Faiss is a library developed by [Facebook AI Research](https://research.facebook.com/research-areas/facebook-ai-research-fair/). According to their [wikipage](https://github.com/facebookresearch/faiss/wiki),
> Faiss is a library for efficient similarity search and clustering of dense vectors. It contains algorithms that search in sets of vectors of any size, up to ones that possibly do not fit in RAM

Here are the steps to build the search engine using the previously built embeddings  
- create the flat index: This is used to flat the vectors. The index uses the L2 (Euclidean) distance metrics to mesure the similarity betweeen the query vector and all the vectors (embeddings).
- add all the vectors to the index
- define the number **K** of similar document we want
- run the similarity search  

In [42]:
embedding_dimension = len(embeddings[0])

In [43]:
indexFlatL2 = faiss.IndexFlatL2(embedding_dimension)

# Convert the embeddings list of vectors into a 2D array.
vectors = np.stack(embeddings)

indexFlatL2.add(vectors)

In [44]:
print("Total Added Number of Vectors: {}".format(indexFlatL2.ntotal))

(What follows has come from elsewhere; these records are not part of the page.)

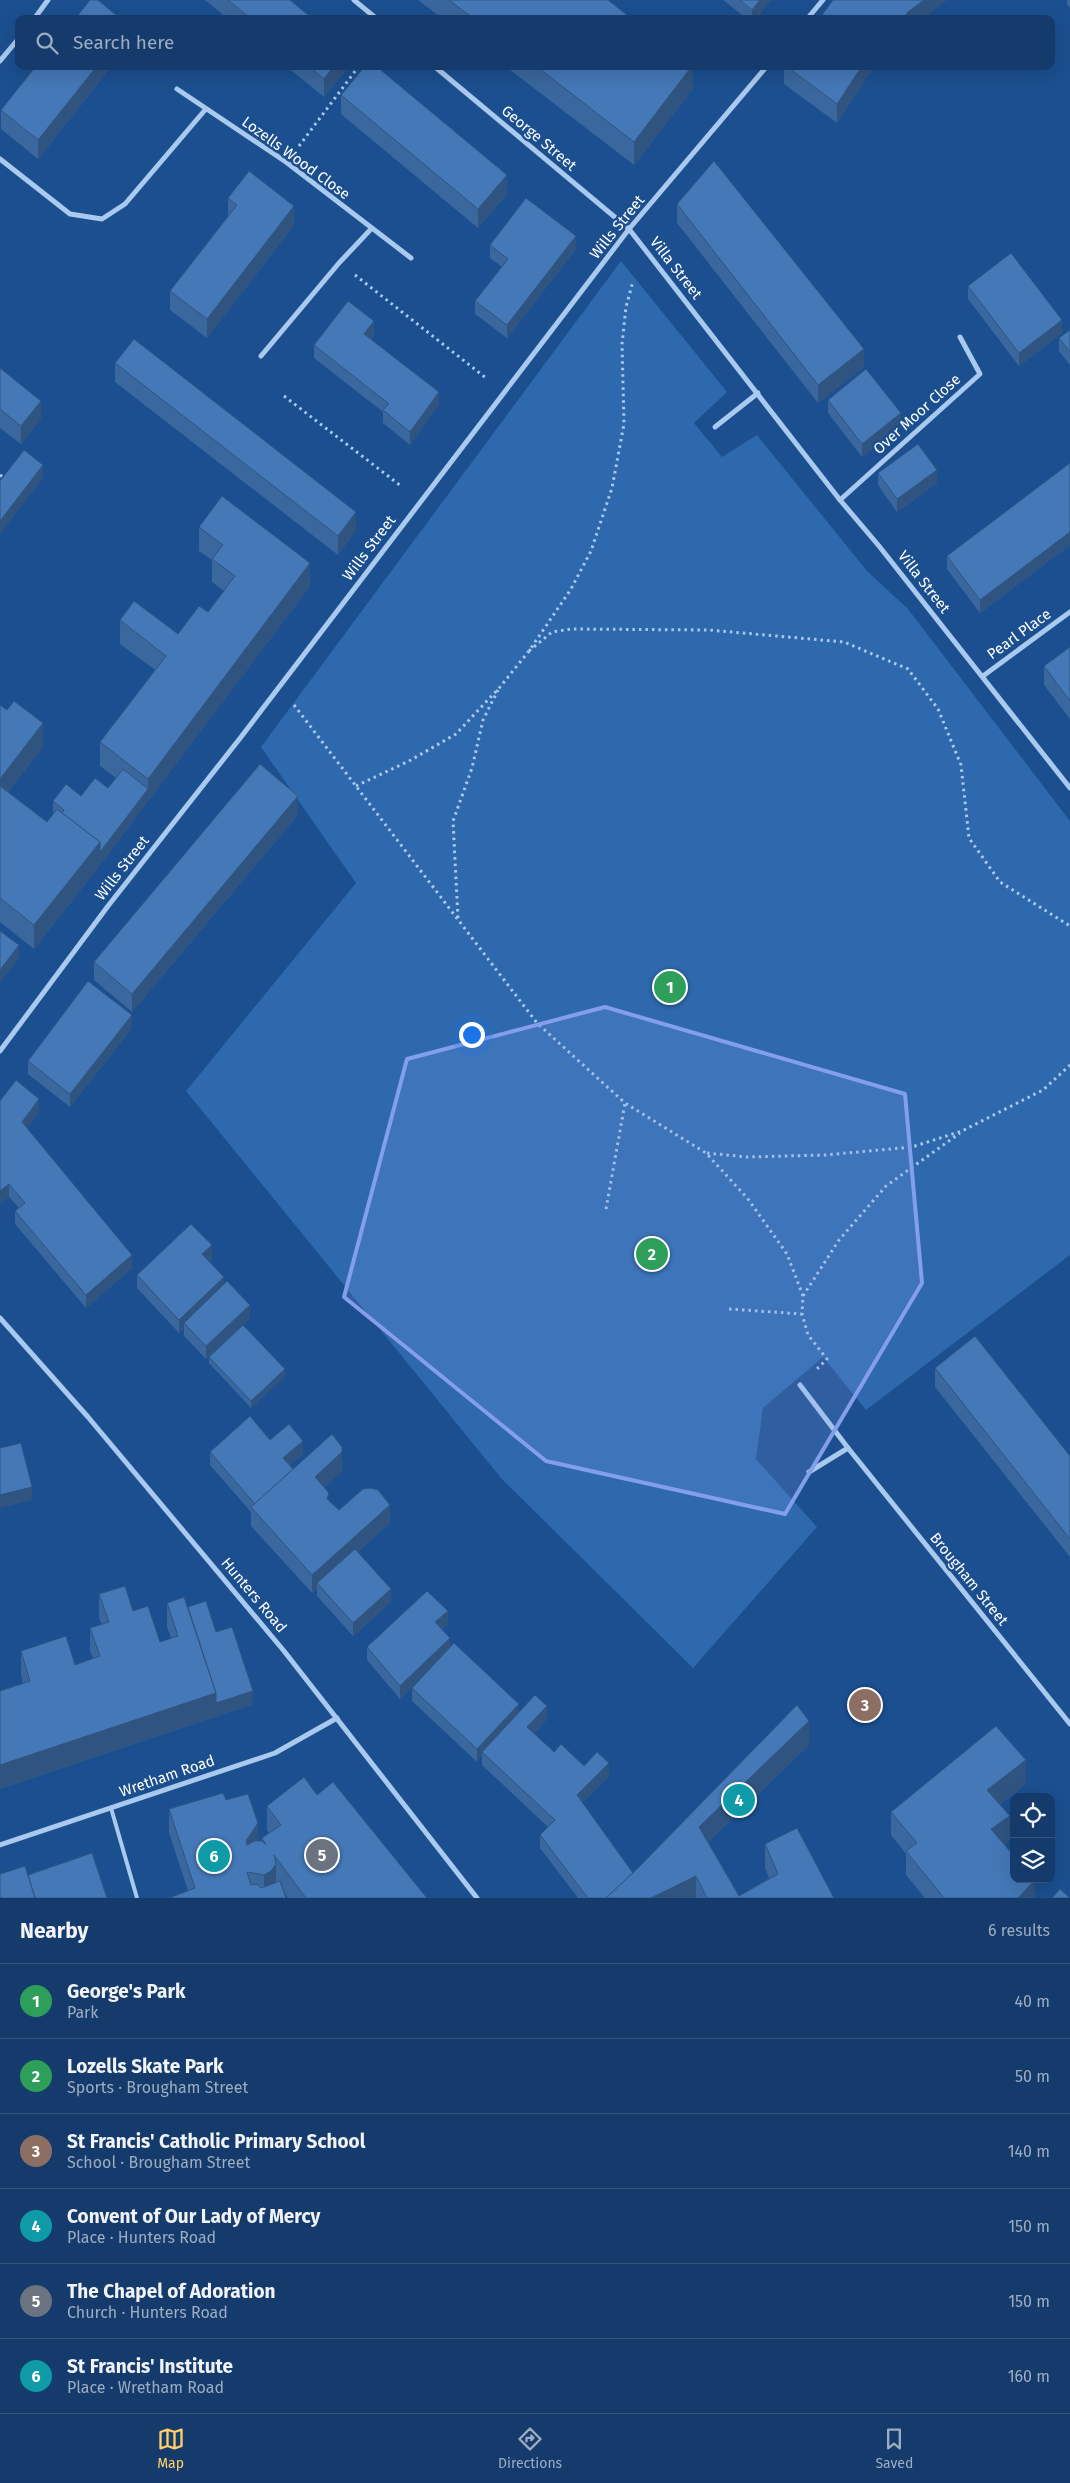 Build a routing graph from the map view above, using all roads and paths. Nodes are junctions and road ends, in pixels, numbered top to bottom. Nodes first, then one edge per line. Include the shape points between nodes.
1 (48, 0) edge
2 (354, 0) edge
3 (823, 0) edge
4 (37, 15) edge
5 (372, 15) edge
6 (810, 15) edge
7 (15, 43) edge
8 (0, 61) edge
9 (356, 70) edge
10 (439, 70) edge
11 (764, 70) edge
12 (177, 89) dead end
13 (205, 110) junction
14 (0, 159) edge
15 (286, 162) junction
16 (371, 229) junction
17 (630, 229) junction
18 (411, 258) dead end
19 (339, 263) junction
20 (633, 281) dead end
21 (960, 337) dead end
22 (261, 356) dead end
23 (486, 378) dead end
24 (758, 393) junction
25 (284, 396) dead end
26 (715, 428) dead end
27 (0, 475) edge
28 (4, 478) edge
29 (402, 486) dead end
30 (840, 500) junction
31 (1070, 612) edge
32 (528, 651) junction
33 (983, 676) junction
34 (280, 686) junction
35 (500, 687) junction
36 (356, 786) junction
37 (1070, 788) edge
38 (458, 919) junction
39 (1070, 926) edge
40 (0, 1051) edge
41 (1070, 1065) edge
42 (625, 1104) junction
43 (962, 1131) junction
44 (706, 1153) junction
45 (606, 1208) dead end
46 (803, 1296) junction
47 (729, 1309) dead end
48 (802, 1314) junction
49 (0, 1318) edge
50 (800, 1385) joint
51 (848, 1448) junction
52 (809, 1472) dead end
53 (337, 1718) junction
54 (1070, 1724) edge
55 (111, 1808) junction
56 (0, 1845) edge
57 (137, 1898) edge
58 (477, 1898) edge

1 - 4 street
2 - 5 street
3 - 6 street
7 - 8 street
9 - 15 path
10 - 17 street, George Street
11 - 17 street, Wills Street
12 - 13 street, Lozells Wood Close
13 - 14 street via 125,204 102,219 70,214
13 - 15 street, Lozells Wood Close
15 - 16 street, Lozells Wood Close
16 - 18 street, Lozells Wood Close
16 - 19 street
17 - 24 street, Villa Street
17 - 34 street, Wills Street
19 - 22 street
19 - 23 path
20 - 32 path via 622,344 624,424 612,488 591,551 571,589
21 - 30 street, Over Moor Close via 980,374
24 - 26 street
24 - 30 street, Villa Street
25 - 29 path
27 - 28 path
30 - 33 street, Villa Street
31 - 33 street, Pearl Place
32 - 35 path
32 - 39 path via 552,632 571,629 709,630 844,642 908,669 938,709 961,765 969,838 1000,882
33 - 37 street, Villa Street
34 - 36 path
34 - 40 street, Wills Street via 108,906
35 - 36 path via 456,734
35 - 38 path via 483,720 472,768 453,821
36 - 38 path
38 - 42 path via 536,1023
41 - 43 path via 1042,1090
42 - 44 path
42 - 45 path
43 - 44 path via 912,1147 825,1155 747,1157
43 - 46 path via 886,1186 839,1240
44 - 46 path via 748,1199 787,1254
46 - 48 path
47 - 48 path
48 - 50 path via 808,1335 827,1359
49 - 53 street, Hunters Road via 94,1424
50 - 51 street, Brougham Street
51 - 52 street
51 - 54 street, Brougham Street
53 - 55 street, Wretham Road via 275,1753
53 - 58 street, Hunters Road
55 - 56 street, Wretham Road
55 - 57 lane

Total Added Number of Vectors: 100


### Perform Query    
We will use the same query as previously. Change it to another one if you want.  

In [45]:
# Get query vector
query_text = data.iloc[0].abstract
query_vector = process_query(query_text)

K = 5

# Run the search
D, I = indexFlatL2.search(query_vector, K)

In [46]:
I # this contains the index of all the similar articles

array([[ 0, 11, 10, 91, 67]])

In [47]:
D # this contains the L2 distance values of all the similar articles

array([[  0.     , 130.24078, 205.51802, 209.41898, 231.22496]],
      dtype=float32)

**Note**:  
I decided to breakdown all the steps on purpose in order to make sure you understand properly. But you can put everything together into a single function.  

In [48]:
for i in range(I.shape[1]):

    article_index = I[0, i]

    abstract = data.iloc[article_index].abstract
    print("** Article #{} **".format(article_index))
    print("** --> Abstract : \n{}**".format(abstract))
    print("** --> L2 Distance: %.2f**" % D[0, i])
    print("\n")

** Article #0 **
** --> Abstract : 
The sparse information available for multiple less commonly used species have been compiled with references. Clinical problems in animals are usually associated with changes in the blood and urine and core values are recommended for research, safety, and toxicity studies in laboratory animals. The core panel includes glucose, blood urea nitrogen, creatinine, total protein, albumin globulin, calcium, sodium, potassium, chloride, and total cholesterol; hematology tests includes total leukocyte count, erythrocyte count, erythrocyte morphology, platelet count, hemoglobin concentration, hematocrit or packed cell volume, mean corpuscular hemoglobin, and mean corpuscular hemoglobin concentration. Urinalysis tests are also recommended. Stress associated with restraint and handling may cause changes; anesthesia may produce changes in clinical biochemistry or hematology parameters, including decreased hematocrit, hemoglobin level, and red blood cell count. Tec

**Observation**   
- The lower the distance is, the most similar the article is to the query.   
- The first document has L2 = 0, which means 100% similarity. This is obvious, because the query was compared with itself.
- We can simply remove it to the analysis.